- WHAT IS REQUIRED:
Restate the following entries exactly. Keep the pictures out.

- MATERIAL PROVIDED:
* * *

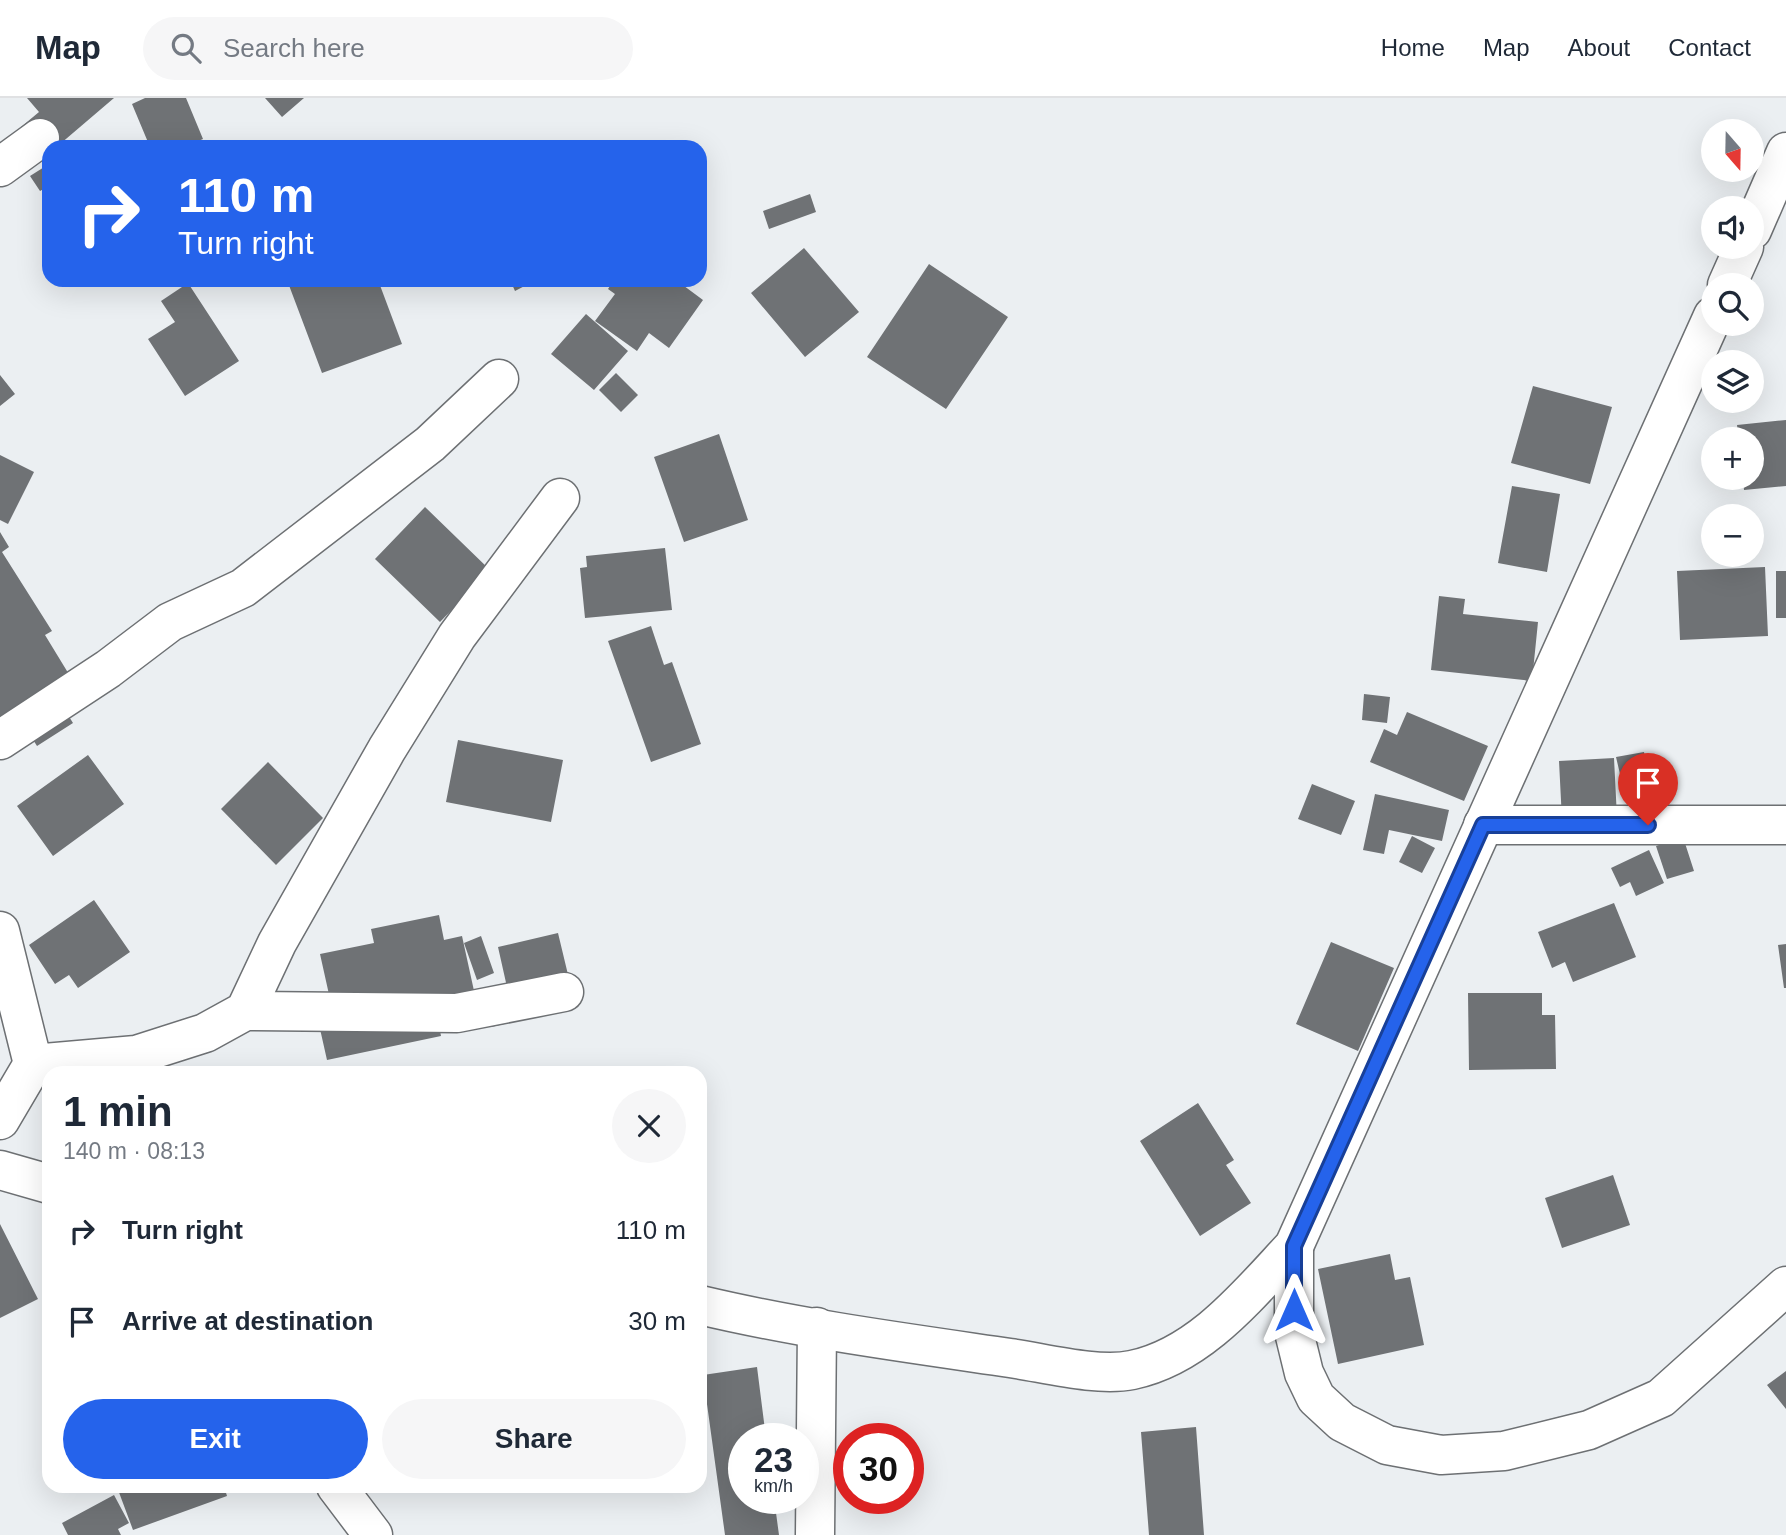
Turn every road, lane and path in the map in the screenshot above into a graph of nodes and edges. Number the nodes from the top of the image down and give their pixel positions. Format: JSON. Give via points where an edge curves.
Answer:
{"nodes":[{"id":1,"x":40,"y":138,"type":"dead end"},
{"id":2,"x":1786,"y":152,"type":"edge"},
{"id":3,"x":0,"y":167,"type":"edge"},
{"id":4,"x":1764,"y":202,"type":"edge"},
{"id":5,"x":1704,"y":336,"type":"edge"},
{"id":6,"x":499,"y":379,"type":"dead end"},
{"id":7,"x":560,"y":498,"type":"dead end"},
{"id":8,"x":0,"y":740,"type":"edge"},
{"id":9,"x":1483,"y":825,"type":"junction"},
{"id":10,"x":1786,"y":825,"type":"edge"},
{"id":11,"x":0,"y":931,"type":"edge"},
{"id":12,"x":564,"y":992,"type":"dead end"},
{"id":13,"x":245,"y":1011,"type":"junction"},
{"id":14,"x":33,"y":1064,"type":"junction"},
{"id":15,"x":0,"y":1120,"type":"edge"},
{"id":16,"x":0,"y":1170,"type":"edge"},
{"id":17,"x":42,"y":1182,"type":"edge"},
{"id":18,"x":1294,"y":1246,"type":"junction"},
{"id":19,"x":1786,"y":1286,"type":"edge"},
{"id":20,"x":707,"y":1306,"type":"edge"},
{"id":21,"x":817,"y":1326,"type":"junction"},
{"id":22,"x":341,"y":1493,"type":"edge"},
{"id":23,"x":373,"y":1535,"type":"edge"},
{"id":24,"x":814,"y":1535,"type":"edge"}],
"edges":[{"from":1,"to":3,"type":"street"},
{"from":2,"to":4,"type":"street"},
{"from":5,"to":9,"type":"street"},
{"from":6,"to":8,"type":"street","via":[[430,444],[243,588],[170,622]]},
{"from":7,"to":13,"type":"street","via":[[450,647],[277,943]]},
{"from":9,"to":10,"type":"street"},
{"from":9,"to":18,"type":"street"},
{"from":11,"to":14,"type":"street"},
{"from":12,"to":13,"type":"street","via":[[457,1013]]},
{"from":13,"to":14,"type":"street","via":[[205,1033],[136,1055]]},
{"from":14,"to":15,"type":"street"},
{"from":16,"to":17,"type":"street"},
{"from":18,"to":19,"type":"street","via":[[1294,1332],[1316,1398],[1342,1422],[1387,1445],[1441,1455],[1504,1451],[1590,1430],[1661,1398]]},
{"from":18,"to":21,"type":"street","via":[[1225,1318],[1173,1355],[1131,1370],[1085,1369]]},
{"from":20,"to":21,"type":"street"},
{"from":21,"to":24,"type":"street"},
{"from":22,"to":23,"type":"street"}]}
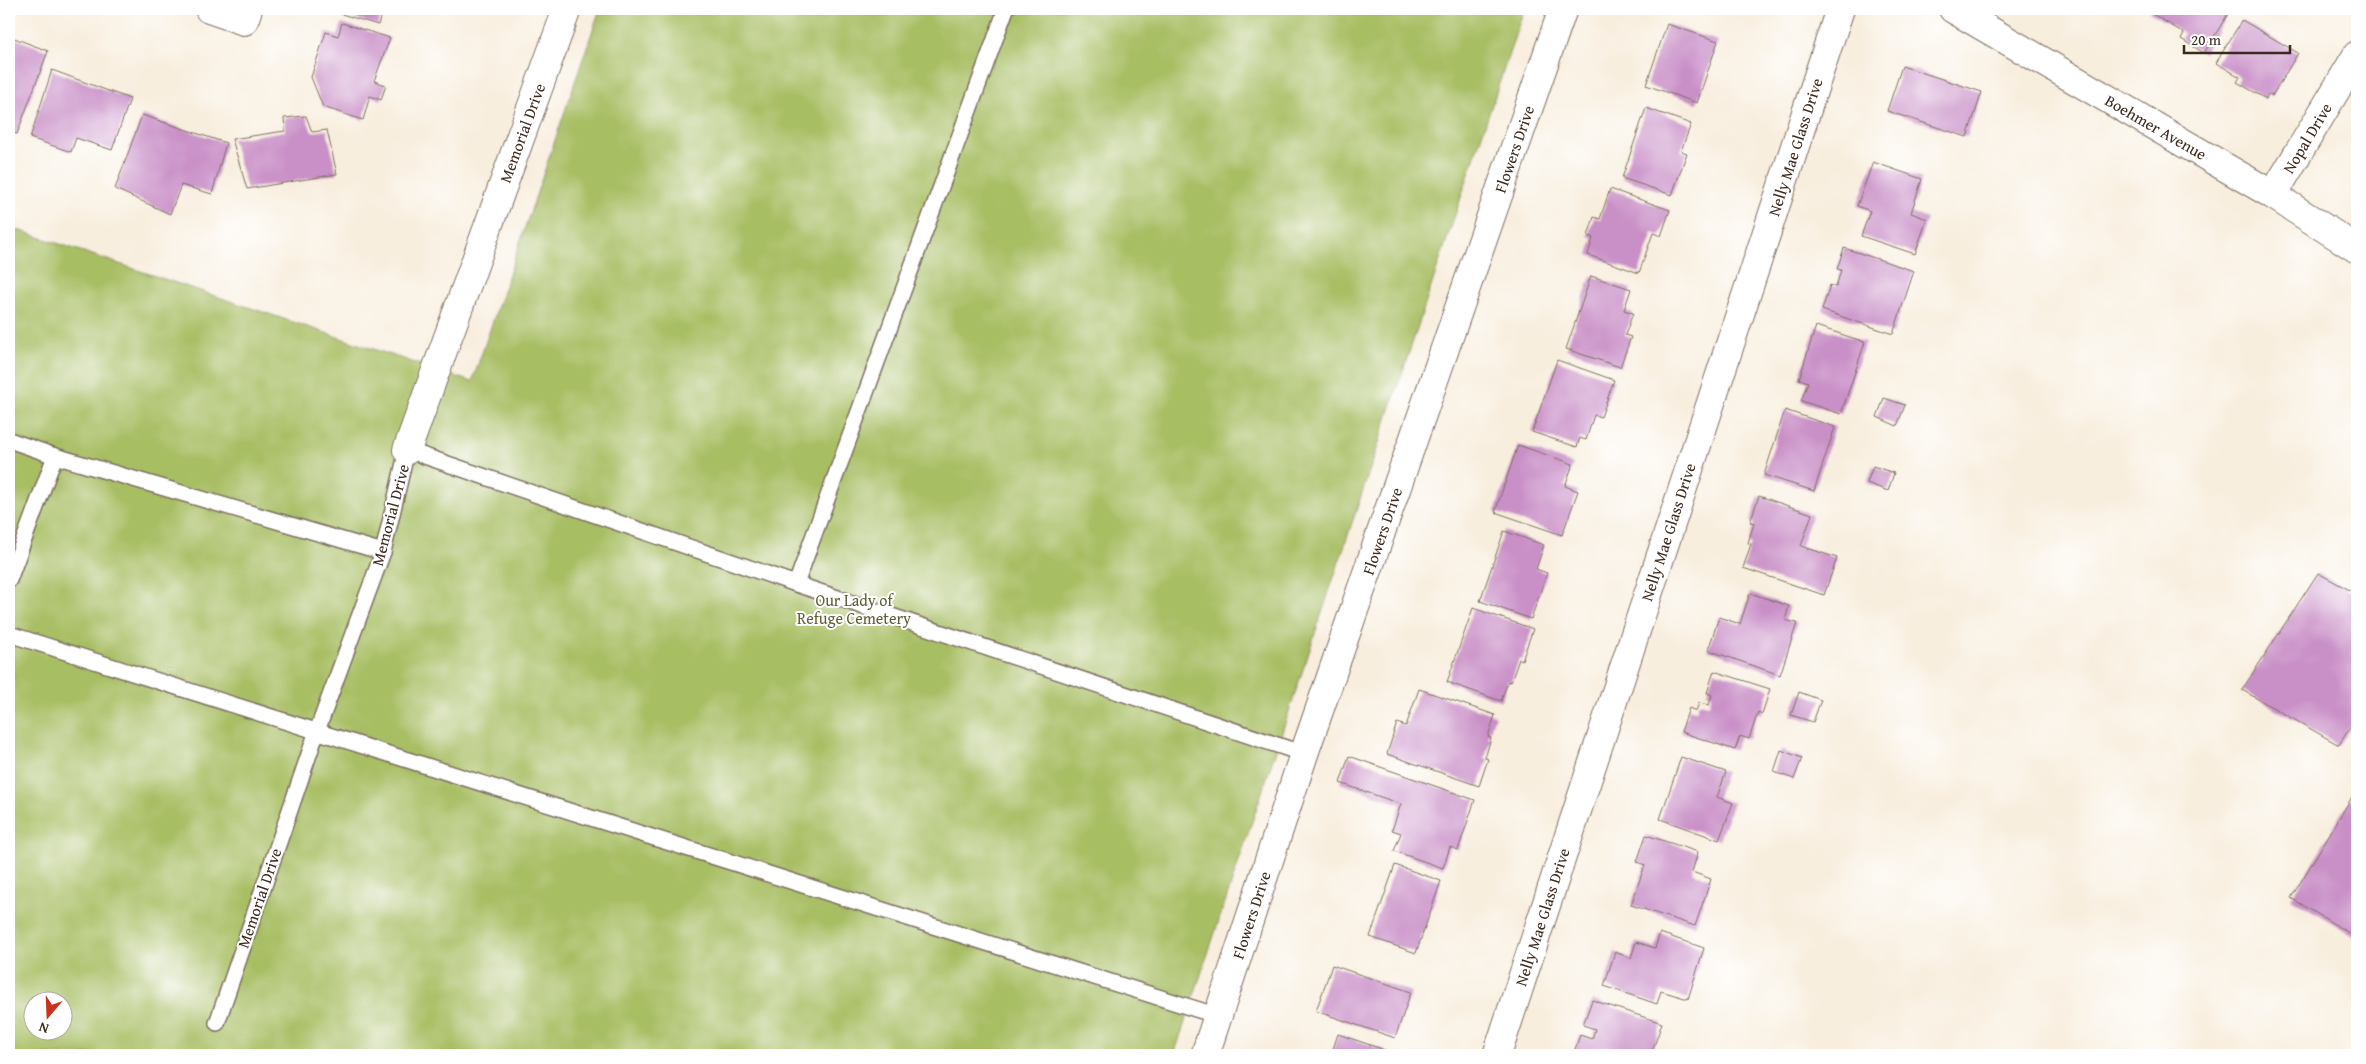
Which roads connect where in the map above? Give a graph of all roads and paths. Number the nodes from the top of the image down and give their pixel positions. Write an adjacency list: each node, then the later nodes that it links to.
1 (209, 9): 7 (street)
2 (567, 9): 12 (street, Memorial Drive)
3 (1006, 9): 16 (lane)
4 (1563, 9): 19 (street, Flowers Drive)
5 (1840, 9): 23 (street, Nelly Mae Glass Drive)
6 (1953, 9): 9 (street, Boehmer Avenue)
7 (246, 15)
8 (2357, 55): 9 (street, Nopal Drive)
9 (2273, 195): 10 (street, Boehmer Avenue)
10 (2357, 249)
11 (9, 440): 13 (lane)
12 (407, 450): 14 (lane, Memorial Drive); 16 (lane)
13 (55, 456): 14 (lane); 15 (lane)
14 (383, 552): 18 (lane, Memorial Drive)
15 (9, 580)
16 (796, 584): 19 (lane)
17 (9, 634): 18 (lane)
18 (317, 731): 20 (lane); 21 (lane, Memorial Drive)
19 (1304, 754): 20 (street, Flowers Drive)
20 (1218, 1016): 22 (street, Flowers Drive)
21 (216, 1023)
22 (1205, 1055)
23 (1497, 1055)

* * *

- FINISHED EXERCISE:
Turn every road, lane and path in the map in the screenshot above into a graph of nodes and edges. Number the nodes from the top of the image down and give their pixel positions. Format: JSON. Give via points where an edge curves.
Answer:
{"nodes":[{"id":1,"x":40,"y":138,"type":"dead end"},
{"id":2,"x":1786,"y":152,"type":"edge"},
{"id":3,"x":0,"y":167,"type":"edge"},
{"id":4,"x":1764,"y":202,"type":"edge"},
{"id":5,"x":1704,"y":336,"type":"edge"},
{"id":6,"x":499,"y":379,"type":"dead end"},
{"id":7,"x":560,"y":498,"type":"dead end"},
{"id":8,"x":0,"y":740,"type":"edge"},
{"id":9,"x":1483,"y":825,"type":"junction"},
{"id":10,"x":1786,"y":825,"type":"edge"},
{"id":11,"x":0,"y":931,"type":"edge"},
{"id":12,"x":564,"y":992,"type":"dead end"},
{"id":13,"x":245,"y":1011,"type":"junction"},
{"id":14,"x":33,"y":1064,"type":"junction"},
{"id":15,"x":0,"y":1120,"type":"edge"},
{"id":16,"x":0,"y":1170,"type":"edge"},
{"id":17,"x":42,"y":1182,"type":"edge"},
{"id":18,"x":1294,"y":1246,"type":"junction"},
{"id":19,"x":1786,"y":1286,"type":"edge"},
{"id":20,"x":707,"y":1306,"type":"edge"},
{"id":21,"x":817,"y":1326,"type":"junction"},
{"id":22,"x":341,"y":1493,"type":"edge"},
{"id":23,"x":373,"y":1535,"type":"edge"},
{"id":24,"x":814,"y":1535,"type":"edge"}],
"edges":[{"from":1,"to":3,"type":"street"},
{"from":2,"to":4,"type":"street"},
{"from":5,"to":9,"type":"street"},
{"from":6,"to":8,"type":"street","via":[[430,444],[243,588],[170,622]]},
{"from":7,"to":13,"type":"street","via":[[450,647],[277,943]]},
{"from":9,"to":10,"type":"street"},
{"from":9,"to":18,"type":"street"},
{"from":11,"to":14,"type":"street"},
{"from":12,"to":13,"type":"street","via":[[457,1013]]},
{"from":13,"to":14,"type":"street","via":[[205,1033],[136,1055]]},
{"from":14,"to":15,"type":"street"},
{"from":16,"to":17,"type":"street"},
{"from":18,"to":19,"type":"street","via":[[1294,1332],[1316,1398],[1342,1422],[1387,1445],[1441,1455],[1504,1451],[1590,1430],[1661,1398]]},
{"from":18,"to":21,"type":"street","via":[[1225,1318],[1173,1355],[1131,1370],[1085,1369]]},
{"from":20,"to":21,"type":"street"},
{"from":21,"to":24,"type":"street"},
{"from":22,"to":23,"type":"street"}]}
Which roads connect where in the map above? Give a graph of all roads and paths. Number the nodes from the top of the image down and give their pixel positions. Write an adjacency list: each node, then the later nodes that it links to.
1 (209, 9): 7 (street)
2 (567, 9): 12 (street, Memorial Drive)
3 (1006, 9): 16 (lane)
4 (1563, 9): 19 (street, Flowers Drive)
5 (1840, 9): 23 (street, Nelly Mae Glass Drive)
6 (1953, 9): 9 (street, Boehmer Avenue)
7 (246, 15)
8 (2357, 55): 9 (street, Nopal Drive)
9 (2273, 195): 10 (street, Boehmer Avenue)
10 (2357, 249)
11 (9, 440): 13 (lane)
12 (407, 450): 14 (lane, Memorial Drive); 16 (lane)
13 (55, 456): 14 (lane); 15 (lane)
14 (383, 552): 18 (lane, Memorial Drive)
15 (9, 580)
16 (796, 584): 19 (lane)
17 (9, 634): 18 (lane)
18 (317, 731): 20 (lane); 21 (lane, Memorial Drive)
19 (1304, 754): 20 (street, Flowers Drive)
20 (1218, 1016): 22 (street, Flowers Drive)
21 (216, 1023)
22 (1205, 1055)
23 (1497, 1055)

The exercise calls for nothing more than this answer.